_ABOUT THIS TASK_.
Here are some records. Transcribe all of them exactly.
════════════════════
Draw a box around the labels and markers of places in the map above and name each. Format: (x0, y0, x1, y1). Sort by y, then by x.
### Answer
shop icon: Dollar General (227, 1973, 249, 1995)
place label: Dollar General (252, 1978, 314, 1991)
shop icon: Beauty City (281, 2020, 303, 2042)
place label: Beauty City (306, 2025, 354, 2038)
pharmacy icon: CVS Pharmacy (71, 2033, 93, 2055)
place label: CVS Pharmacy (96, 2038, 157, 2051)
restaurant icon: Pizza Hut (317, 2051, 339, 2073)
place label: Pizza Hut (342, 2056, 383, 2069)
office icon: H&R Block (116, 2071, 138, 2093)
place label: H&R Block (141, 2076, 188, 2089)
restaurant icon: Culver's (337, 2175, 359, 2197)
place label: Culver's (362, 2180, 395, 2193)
════════════════════
_TASK OUTPUT_.
Draw a box around the labels and markers of places in the map above and name each. Format: (x0, y0, x1, y1). Sort by y, then by x.
### Answer
shop icon: Dollar General (227, 1973, 249, 1995)
place label: Dollar General (252, 1978, 314, 1991)
shop icon: Beauty City (281, 2020, 303, 2042)
place label: Beauty City (306, 2025, 354, 2038)
pharmacy icon: CVS Pharmacy (71, 2033, 93, 2055)
place label: CVS Pharmacy (96, 2038, 157, 2051)
restaurant icon: Pizza Hut (317, 2051, 339, 2073)
place label: Pizza Hut (342, 2056, 383, 2069)
office icon: H&R Block (116, 2071, 138, 2093)
place label: H&R Block (141, 2076, 188, 2089)
restaurant icon: Culver's (337, 2175, 359, 2197)
place label: Culver's (362, 2180, 395, 2193)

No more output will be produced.